The scent of orange blossom filled the air as I entered the gardens in the historic Citadel in Shiraz. Carpets of Persian buttercups covered the lawns. This was just one of several magnificent gardens in Shiraz.
Persian gardens typically have a classic structure. They are formal with stone water features running through them which feed terraces, pools, and pavilions. These gardens have been built like this since the Sassanid and Achaemenid times and spread through the Muslim world. Today similar featured gardens can be seen all over the Middle East but also in India and Spain. It is also the image of heavenly paradise described in the Koran. Traditionally these gardens were surrounded by walls which sheltered the plants from the heat of the sun as well as providing support.
The Eram Garden is one of the most famous and was full of fragrant roses, pomegranates and orange blossom. There were cypress trees too and rows of spring bulbs. In corners people chatted quietly and picnicked for lunch. Turtles wallowed on one of the shady pools. It seemed a tranquil place with its water features and tree lined paths.

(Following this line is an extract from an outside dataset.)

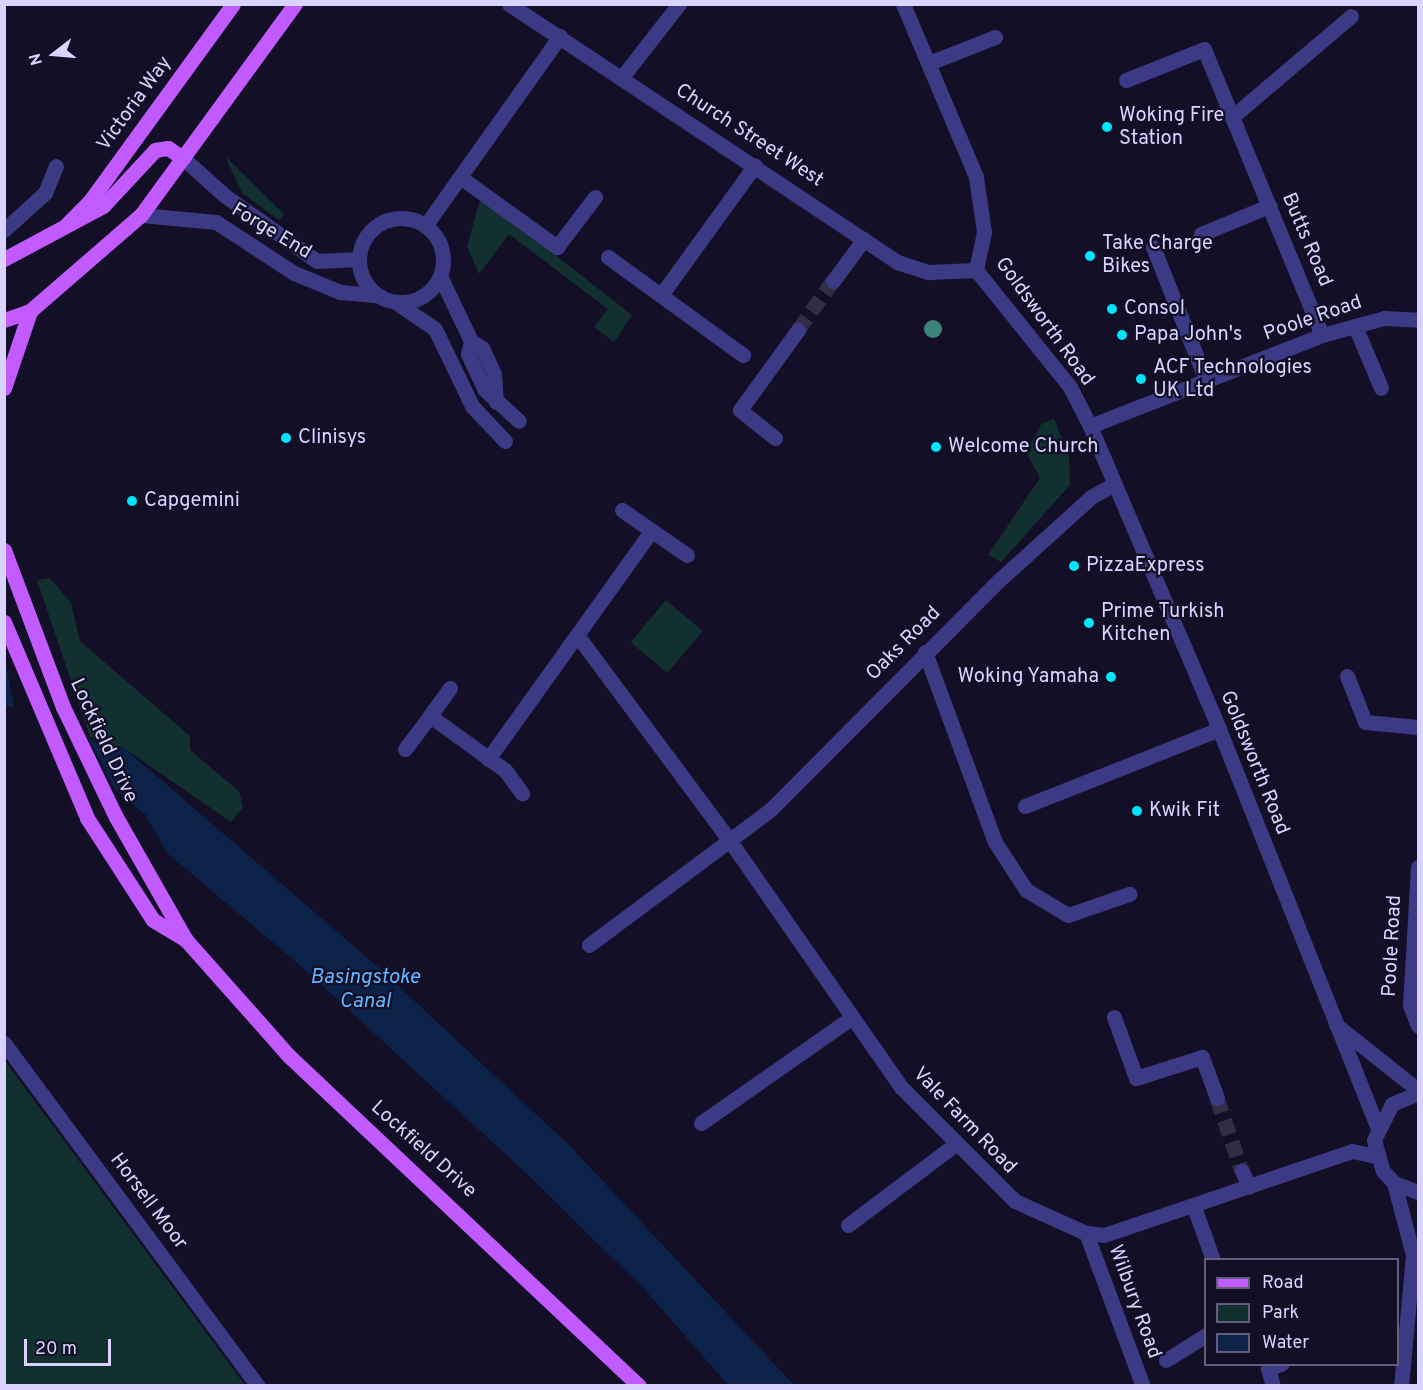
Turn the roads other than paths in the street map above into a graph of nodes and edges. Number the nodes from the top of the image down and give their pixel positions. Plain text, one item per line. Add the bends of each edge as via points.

At the Naranjestan Gardens the orange blossom floated in the air and small boys demanded selfies with me, smiling as I walked along the paths to the pavilion. These gardens were unbelievably fragrant and almost hidden away from the main roads and traffic chaos. And yet they were an integral part of the culture here. That’s one of the lasting memories of Iran- the exquisite gardens with their scents of jasmine and orange blossom and that tranquil atmosphere within.